In the case of different gas environment, the resulted SEM images of the textured surfaces are shown on Fig. 4. Same, as for Fig. 3, tendency was observed. In general, there was no big difference in textured surfaces for different gases and vacuum. The resulting morphology was very similar for different gases suggesting that any observed wettability changes had no relations with roughness variations. Note that, in case of SF6, a suppression of the formation of the nano-textured microstructures due to chemical reactivity was reported [21]. We didn’t observe such effect, probably due to lower laser fluence and smaller number of overlapped pulses compared with the experimental conditions of [21].
Vacuum ageing
In this subsection, we address the effect of low-pressure vacuum ageing on the wettability transformation of metal surfaces textured in air [22,23]. It was reported that the ageing of laser-treated samples in vacuum allows increasing the hydrophobic properties for much shorter (up to a few hours) period of time, compared with the time required for long-term air ageing. This behavior was attributed to presence of hydrocarbons in form of contaminations from either oil used for lubrication of moving parts of vacuum pumps. We address this problem since in our experiments the mesh samples were treated by laser radiation inside the chamber at vacuum conditions or in gas environment under pressure (200 mbar) still lower that atmospheric one and then stored for a period of 2 hours. The goal was to clarify and separate the possible side effect from vacuum system.
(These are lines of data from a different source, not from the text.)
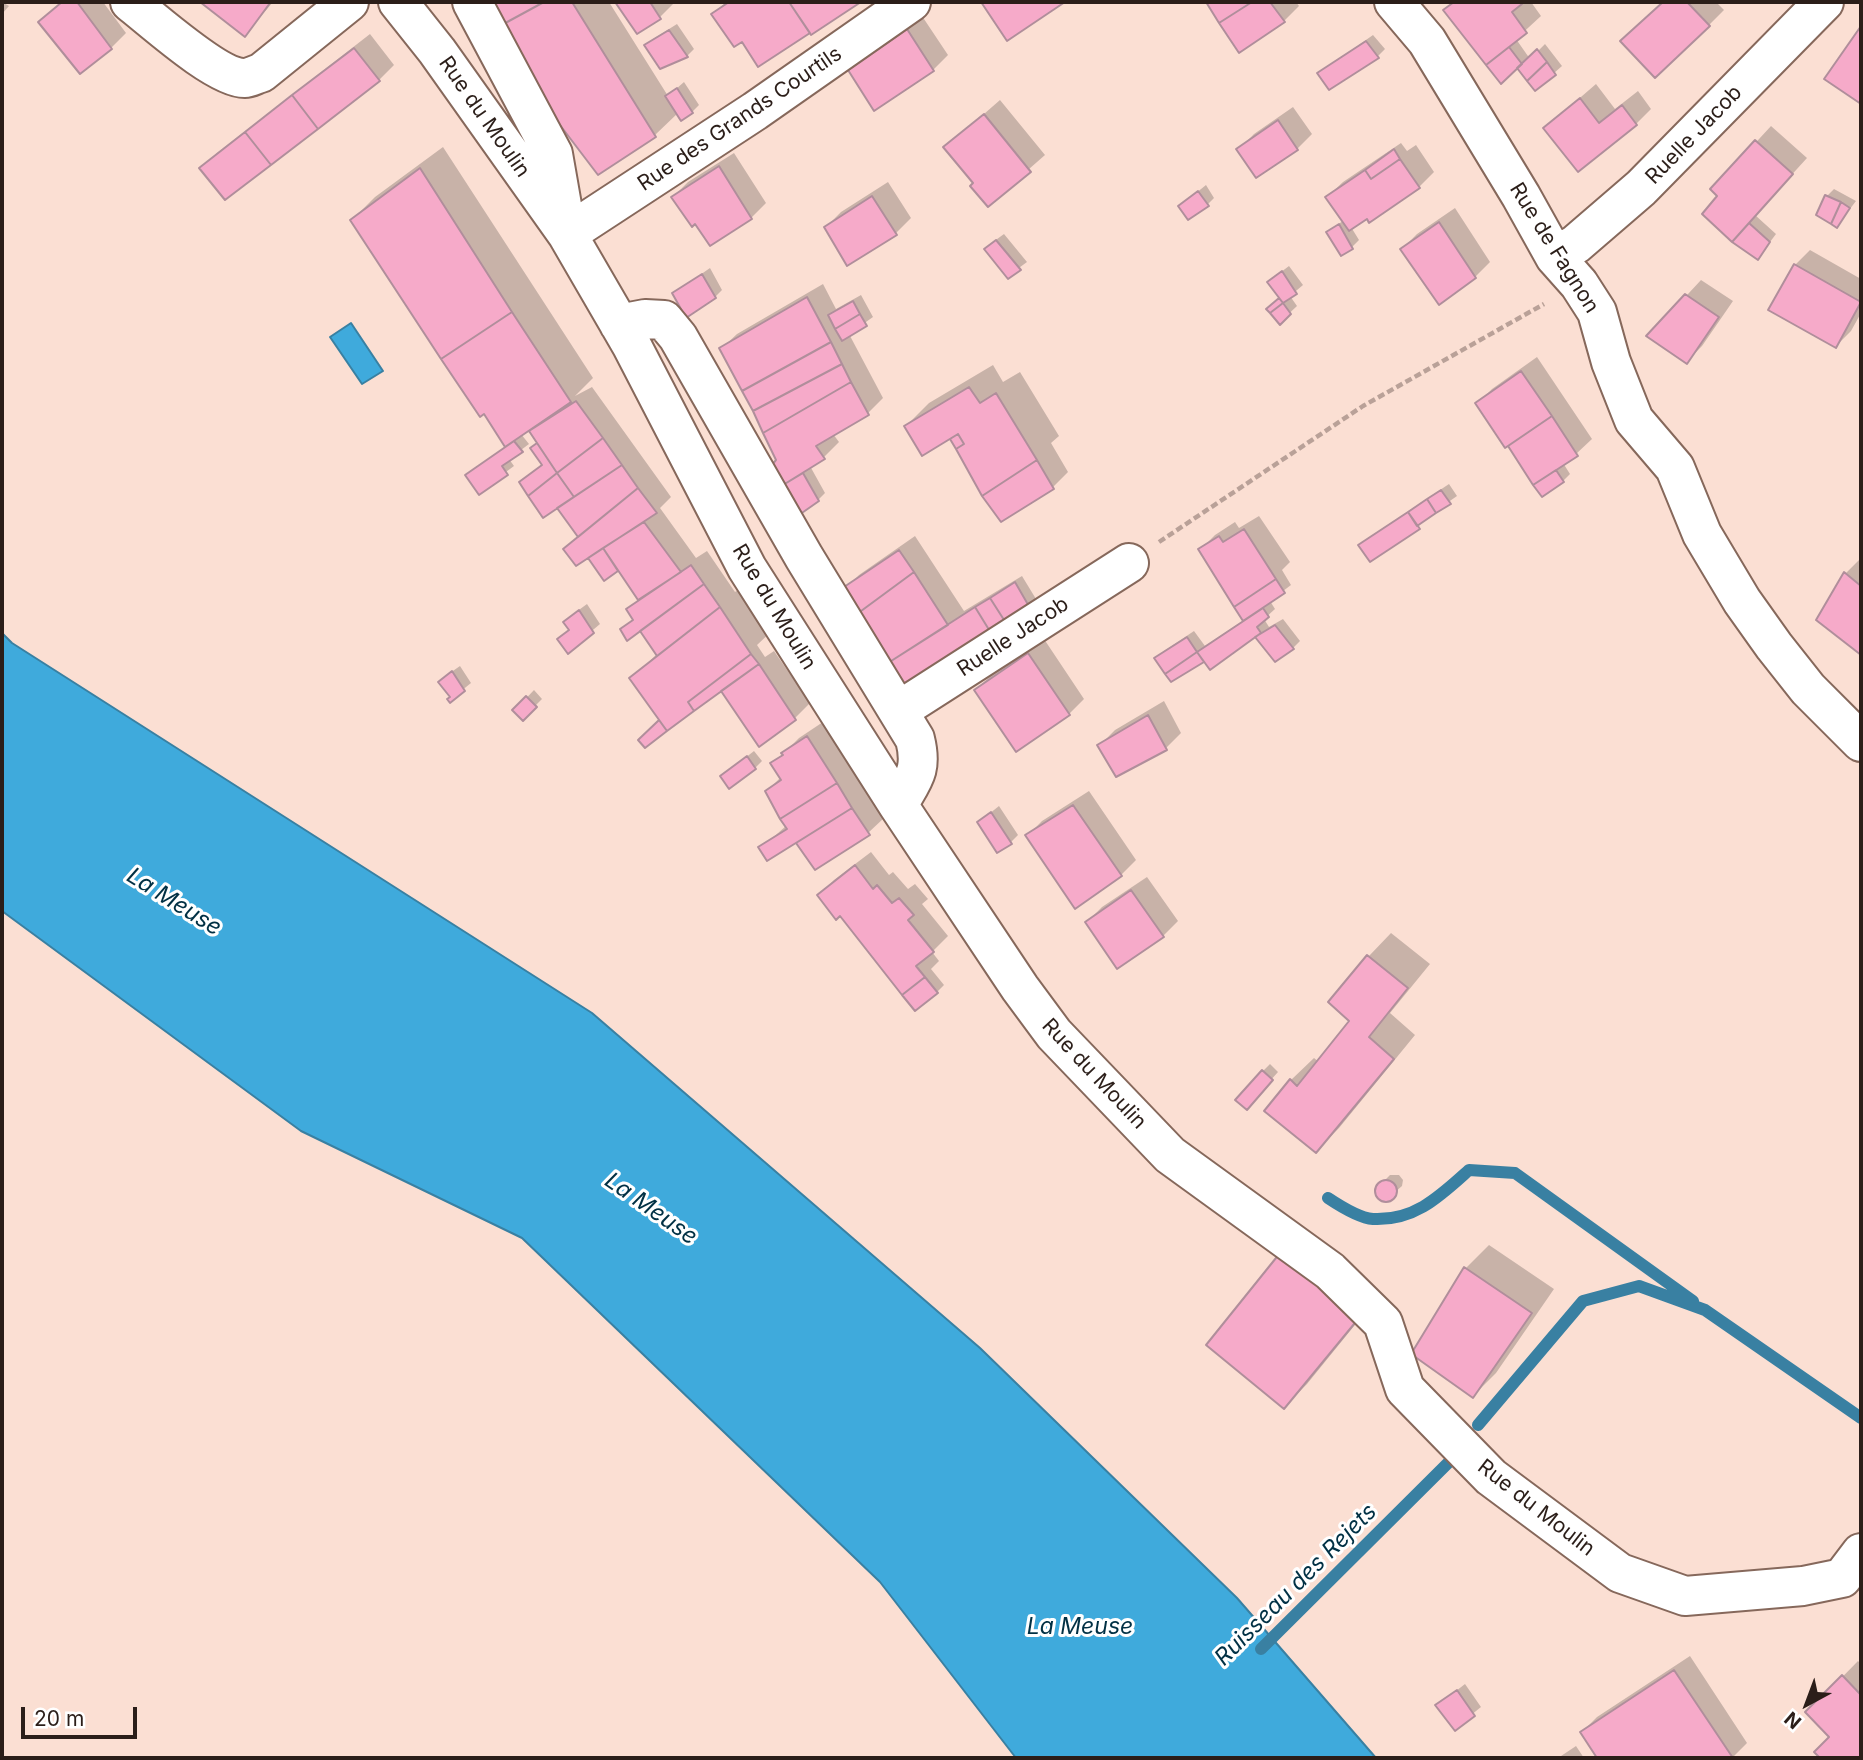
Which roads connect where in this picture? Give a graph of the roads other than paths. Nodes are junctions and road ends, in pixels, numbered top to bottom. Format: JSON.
{"nodes":[{"id":1,"x":130,"y":2,"type":"edge"},
{"id":2,"x":349,"y":2,"type":"edge"},
{"id":3,"x":398,"y":2,"type":"edge"},
{"id":4,"x":472,"y":2,"type":"edge"},
{"id":5,"x":911,"y":2,"type":"edge"},
{"id":6,"x":1394,"y":2,"type":"edge"},
{"id":7,"x":1824,"y":2,"type":"edge"},
{"id":8,"x":567,"y":234,"type":"junction"},
{"id":9,"x":1567,"y":271,"type":"junction"},
{"id":10,"x":619,"y":324,"type":"junction"},
{"id":11,"x":1129,"y":563,"type":"road end"},
{"id":12,"x":898,"y":711,"type":"junction"},
{"id":13,"x":1861,"y":742,"type":"edge"},
{"id":14,"x":898,"y":805,"type":"junction"},
{"id":15,"x":1855,"y":1576,"type":"edge"}],
"edges":[{"from":1,"to":2,"type":"street"},
{"from":3,"to":8,"type":"street","name":"Rue du Moulin"},
{"from":4,"to":8,"type":"street","name":"Rue du Moulin"},
{"from":5,"to":8,"type":"street","name":"Rue des Grands Courtils"},
{"from":6,"to":9,"type":"street","name":"Rue de Fagnon"},
{"from":7,"to":9,"type":"street","name":"Ruelle Jacob"},
{"from":8,"to":10,"type":"street","name":"Rue du Moulin"},
{"from":9,"to":13,"type":"street","name":"Rue de Fagnon"},
{"from":10,"to":12,"type":"street"},
{"from":10,"to":14,"type":"street","name":"Rue du Moulin"},
{"from":11,"to":12,"type":"street","name":"Ruelle Jacob"},
{"from":12,"to":14,"type":"street"},
{"from":14,"to":15,"type":"street","name":"Rue du Moulin"}]}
For these purposes four sets of samples were prepared in atmospheric air. After preparation first set was tested for WCA after keeping sample during one hour in air. This measurement is served as a reference for three other sets. Second set of samples was stored in ambient air for 12 hours at the conditions described in the experimental section. Third and fourth sets of samples were placed in Chamber #1 and Chamber #2, respectively, for 12 hours of vacuum storage. After ageing for given period of time the WCA’s of one air set and two vacuum sets of samples were measured.
The results of this experiment are shown on Fig. 5. Black solid line with solid squares shows the dependence of WCA on the scanning speed in the case of the set kept in air within 1 hour after texturing. As it was expected, after texturing in air the sample’s wettability changed to hydrophilic (θw < 90o). WCA increased once the scanning speed increased from 50 to 300 mm/s. Second set aged in air for 12 hours (Fig. 5, red solid line with solid circles) still demonstrated the hydrophilic properties. WCA for the low scanning speeds remained almost unchanged, while for higher speeds (250-300 mm/s) it increased compare to the one tested 1 hour from laser treatment, while still remaining lower than WCA of untreated mesh surface (θw = 128o).
Meanwhile, the third and fourth sets of samples aged in vacuum inside the Chamber #1 and Chamber #2 showed the dramatic difference in WCA once we compared these two samples and air stored samples. For all samples stored in Chamber #2 (Fig. 5, blue solid line with solid triangles), WCA shifted to the superhydrophobic region (Fig.5, hatched grey area corresponding to WCA>150°), while the samples stored in Chamber #1 (Fig. 5, green solid line with solid triangles), though showing the increased WCA, still demonstrated smaller value of this parameter compared with the untreated surface. Some increase of wettability in the latter case can be explained by dehydration of samples in vacuum. Brown horizontal line in the Fig. 5 shows WCA for untreated surface of the meshes. This angle was equal ~128° and remained same under different gas phases and low vacuum ageing.